Stored items from a collection:
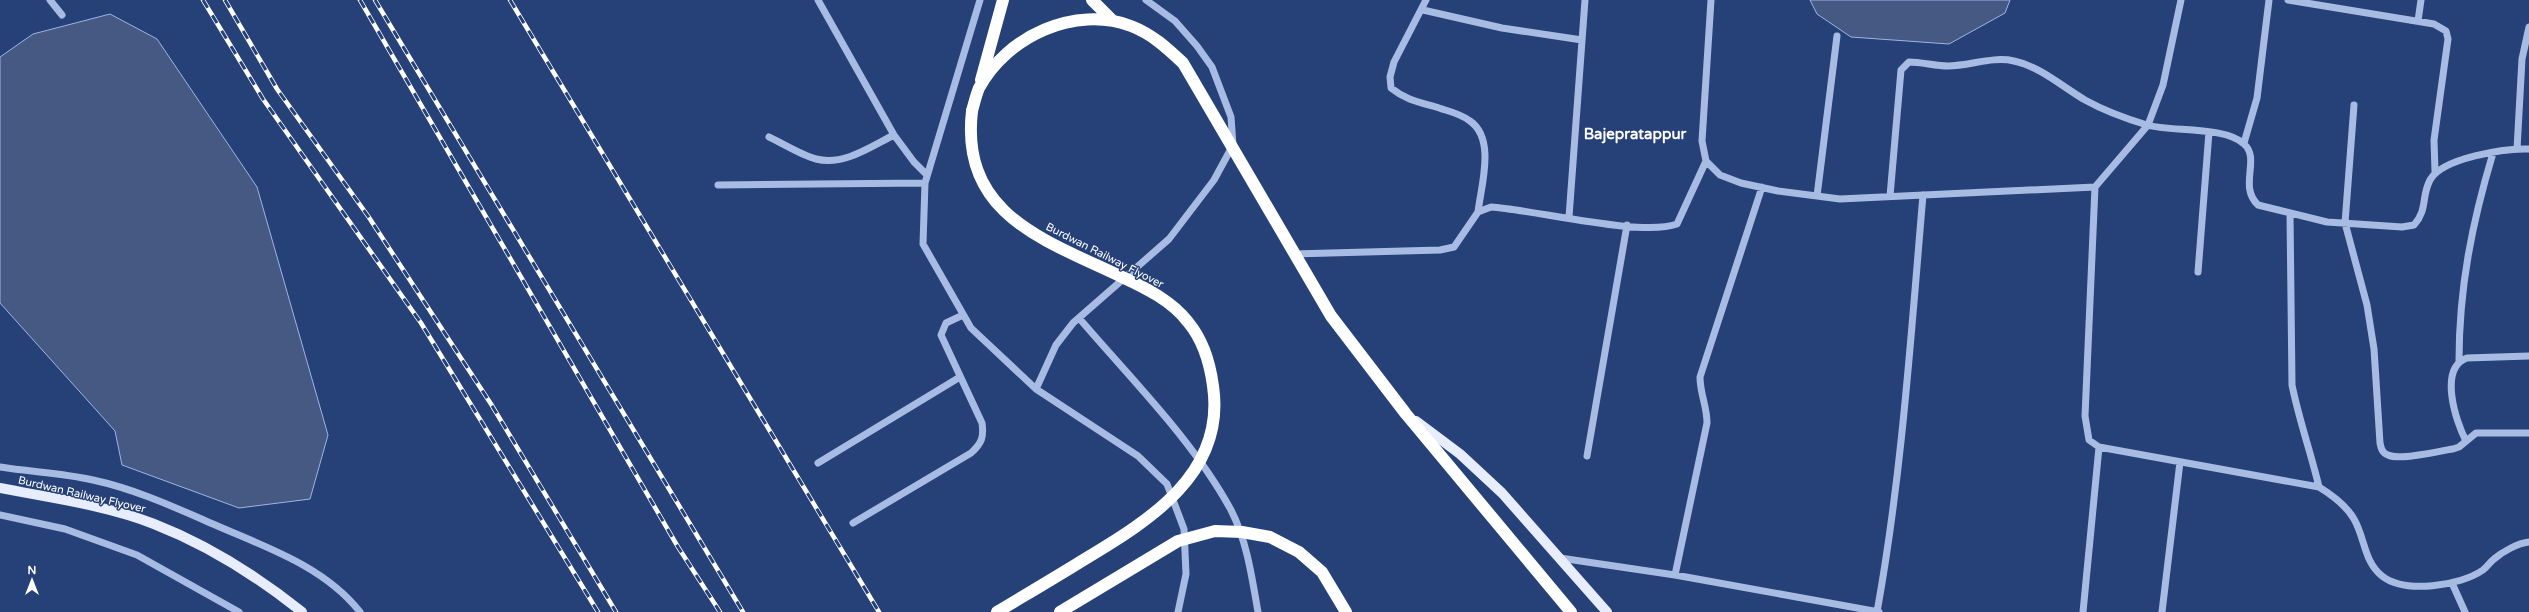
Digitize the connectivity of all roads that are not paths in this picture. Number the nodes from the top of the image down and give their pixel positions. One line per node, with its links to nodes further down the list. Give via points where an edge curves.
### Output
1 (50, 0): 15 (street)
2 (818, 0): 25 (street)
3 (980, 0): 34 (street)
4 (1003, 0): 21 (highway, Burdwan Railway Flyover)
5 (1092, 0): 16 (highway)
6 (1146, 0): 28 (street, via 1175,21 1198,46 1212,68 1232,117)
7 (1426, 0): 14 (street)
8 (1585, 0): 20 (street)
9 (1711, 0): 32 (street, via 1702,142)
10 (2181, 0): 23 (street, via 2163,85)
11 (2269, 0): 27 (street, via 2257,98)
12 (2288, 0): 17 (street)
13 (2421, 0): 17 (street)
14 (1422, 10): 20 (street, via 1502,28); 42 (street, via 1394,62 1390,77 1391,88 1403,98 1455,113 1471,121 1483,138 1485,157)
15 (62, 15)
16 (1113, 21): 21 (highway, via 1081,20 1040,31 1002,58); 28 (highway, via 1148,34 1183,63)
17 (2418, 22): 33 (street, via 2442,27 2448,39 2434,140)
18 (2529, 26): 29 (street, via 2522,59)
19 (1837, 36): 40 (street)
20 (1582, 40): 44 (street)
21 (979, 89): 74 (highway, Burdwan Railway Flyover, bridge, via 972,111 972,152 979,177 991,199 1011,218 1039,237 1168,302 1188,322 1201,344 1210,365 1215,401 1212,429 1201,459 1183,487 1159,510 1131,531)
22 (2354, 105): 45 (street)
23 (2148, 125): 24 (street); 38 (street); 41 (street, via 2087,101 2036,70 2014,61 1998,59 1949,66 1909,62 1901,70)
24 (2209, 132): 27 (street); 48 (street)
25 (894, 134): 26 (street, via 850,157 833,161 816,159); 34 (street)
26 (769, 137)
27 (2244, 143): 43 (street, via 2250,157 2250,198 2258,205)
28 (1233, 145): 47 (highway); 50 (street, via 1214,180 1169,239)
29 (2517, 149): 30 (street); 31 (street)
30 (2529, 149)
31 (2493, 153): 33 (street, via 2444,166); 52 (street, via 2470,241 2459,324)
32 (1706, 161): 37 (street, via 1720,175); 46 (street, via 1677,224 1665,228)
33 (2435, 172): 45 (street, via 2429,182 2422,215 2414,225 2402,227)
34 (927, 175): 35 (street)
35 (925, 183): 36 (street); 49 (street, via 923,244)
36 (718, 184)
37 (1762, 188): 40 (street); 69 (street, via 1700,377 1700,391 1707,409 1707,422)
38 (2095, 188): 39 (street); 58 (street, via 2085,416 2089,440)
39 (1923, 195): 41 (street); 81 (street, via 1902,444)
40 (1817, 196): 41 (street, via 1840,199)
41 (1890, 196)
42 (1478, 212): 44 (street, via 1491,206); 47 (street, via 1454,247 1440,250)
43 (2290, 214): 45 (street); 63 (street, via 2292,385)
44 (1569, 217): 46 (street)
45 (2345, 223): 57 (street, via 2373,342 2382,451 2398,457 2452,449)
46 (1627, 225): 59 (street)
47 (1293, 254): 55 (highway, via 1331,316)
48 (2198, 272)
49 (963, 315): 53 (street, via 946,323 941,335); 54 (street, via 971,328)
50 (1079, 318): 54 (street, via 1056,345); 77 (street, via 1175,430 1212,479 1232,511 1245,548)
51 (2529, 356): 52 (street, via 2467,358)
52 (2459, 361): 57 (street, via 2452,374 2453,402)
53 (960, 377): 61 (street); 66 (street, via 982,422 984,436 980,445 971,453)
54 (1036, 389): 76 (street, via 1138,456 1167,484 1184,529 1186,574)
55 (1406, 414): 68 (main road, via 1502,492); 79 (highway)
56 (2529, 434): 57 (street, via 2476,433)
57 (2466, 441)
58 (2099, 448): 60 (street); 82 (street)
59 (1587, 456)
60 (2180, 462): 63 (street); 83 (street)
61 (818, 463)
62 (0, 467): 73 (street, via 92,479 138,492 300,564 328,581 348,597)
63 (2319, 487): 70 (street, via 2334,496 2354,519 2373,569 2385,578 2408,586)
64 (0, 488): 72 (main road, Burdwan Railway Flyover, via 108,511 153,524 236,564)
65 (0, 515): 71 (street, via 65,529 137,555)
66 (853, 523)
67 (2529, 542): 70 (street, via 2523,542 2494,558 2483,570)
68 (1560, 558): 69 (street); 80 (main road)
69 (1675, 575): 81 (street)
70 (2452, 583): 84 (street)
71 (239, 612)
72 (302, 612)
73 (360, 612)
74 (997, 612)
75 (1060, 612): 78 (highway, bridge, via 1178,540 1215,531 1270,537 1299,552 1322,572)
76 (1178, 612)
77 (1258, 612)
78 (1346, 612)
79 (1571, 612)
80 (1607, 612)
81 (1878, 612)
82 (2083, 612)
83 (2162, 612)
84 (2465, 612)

Task prompt: Would you print all of the entries exactly, omitting any image?

Problem solution:
Digitize the connectivity of all roads that are not paths in this picture. Number the nodes from the top of the image down and give their pixel positions. One line per node, with its links to nodes further down the list. Give via points where an edge curves.
### Output
1 (50, 0): 15 (street)
2 (818, 0): 25 (street)
3 (980, 0): 34 (street)
4 (1003, 0): 21 (highway, Burdwan Railway Flyover)
5 (1092, 0): 16 (highway)
6 (1146, 0): 28 (street, via 1175,21 1198,46 1212,68 1232,117)
7 (1426, 0): 14 (street)
8 (1585, 0): 20 (street)
9 (1711, 0): 32 (street, via 1702,142)
10 (2181, 0): 23 (street, via 2163,85)
11 (2269, 0): 27 (street, via 2257,98)
12 (2288, 0): 17 (street)
13 (2421, 0): 17 (street)
14 (1422, 10): 20 (street, via 1502,28); 42 (street, via 1394,62 1390,77 1391,88 1403,98 1455,113 1471,121 1483,138 1485,157)
15 (62, 15)
16 (1113, 21): 21 (highway, via 1081,20 1040,31 1002,58); 28 (highway, via 1148,34 1183,63)
17 (2418, 22): 33 (street, via 2442,27 2448,39 2434,140)
18 (2529, 26): 29 (street, via 2522,59)
19 (1837, 36): 40 (street)
20 (1582, 40): 44 (street)
21 (979, 89): 74 (highway, Burdwan Railway Flyover, bridge, via 972,111 972,152 979,177 991,199 1011,218 1039,237 1168,302 1188,322 1201,344 1210,365 1215,401 1212,429 1201,459 1183,487 1159,510 1131,531)
22 (2354, 105): 45 (street)
23 (2148, 125): 24 (street); 38 (street); 41 (street, via 2087,101 2036,70 2014,61 1998,59 1949,66 1909,62 1901,70)
24 (2209, 132): 27 (street); 48 (street)
25 (894, 134): 26 (street, via 850,157 833,161 816,159); 34 (street)
26 (769, 137)
27 (2244, 143): 43 (street, via 2250,157 2250,198 2258,205)
28 (1233, 145): 47 (highway); 50 (street, via 1214,180 1169,239)
29 (2517, 149): 30 (street); 31 (street)
30 (2529, 149)
31 (2493, 153): 33 (street, via 2444,166); 52 (street, via 2470,241 2459,324)
32 (1706, 161): 37 (street, via 1720,175); 46 (street, via 1677,224 1665,228)
33 (2435, 172): 45 (street, via 2429,182 2422,215 2414,225 2402,227)
34 (927, 175): 35 (street)
35 (925, 183): 36 (street); 49 (street, via 923,244)
36 (718, 184)
37 (1762, 188): 40 (street); 69 (street, via 1700,377 1700,391 1707,409 1707,422)
38 (2095, 188): 39 (street); 58 (street, via 2085,416 2089,440)
39 (1923, 195): 41 (street); 81 (street, via 1902,444)
40 (1817, 196): 41 (street, via 1840,199)
41 (1890, 196)
42 (1478, 212): 44 (street, via 1491,206); 47 (street, via 1454,247 1440,250)
43 (2290, 214): 45 (street); 63 (street, via 2292,385)
44 (1569, 217): 46 (street)
45 (2345, 223): 57 (street, via 2373,342 2382,451 2398,457 2452,449)
46 (1627, 225): 59 (street)
47 (1293, 254): 55 (highway, via 1331,316)
48 (2198, 272)
49 (963, 315): 53 (street, via 946,323 941,335); 54 (street, via 971,328)
50 (1079, 318): 54 (street, via 1056,345); 77 (street, via 1175,430 1212,479 1232,511 1245,548)
51 (2529, 356): 52 (street, via 2467,358)
52 (2459, 361): 57 (street, via 2452,374 2453,402)
53 (960, 377): 61 (street); 66 (street, via 982,422 984,436 980,445 971,453)
54 (1036, 389): 76 (street, via 1138,456 1167,484 1184,529 1186,574)
55 (1406, 414): 68 (main road, via 1502,492); 79 (highway)
56 (2529, 434): 57 (street, via 2476,433)
57 (2466, 441)
58 (2099, 448): 60 (street); 82 (street)
59 (1587, 456)
60 (2180, 462): 63 (street); 83 (street)
61 (818, 463)
62 (0, 467): 73 (street, via 92,479 138,492 300,564 328,581 348,597)
63 (2319, 487): 70 (street, via 2334,496 2354,519 2373,569 2385,578 2408,586)
64 (0, 488): 72 (main road, Burdwan Railway Flyover, via 108,511 153,524 236,564)
65 (0, 515): 71 (street, via 65,529 137,555)
66 (853, 523)
67 (2529, 542): 70 (street, via 2523,542 2494,558 2483,570)
68 (1560, 558): 69 (street); 80 (main road)
69 (1675, 575): 81 (street)
70 (2452, 583): 84 (street)
71 (239, 612)
72 (302, 612)
73 (360, 612)
74 (997, 612)
75 (1060, 612): 78 (highway, bridge, via 1178,540 1215,531 1270,537 1299,552 1322,572)
76 (1178, 612)
77 (1258, 612)
78 (1346, 612)
79 (1571, 612)
80 (1607, 612)
81 (1878, 612)
82 (2083, 612)
83 (2162, 612)
84 (2465, 612)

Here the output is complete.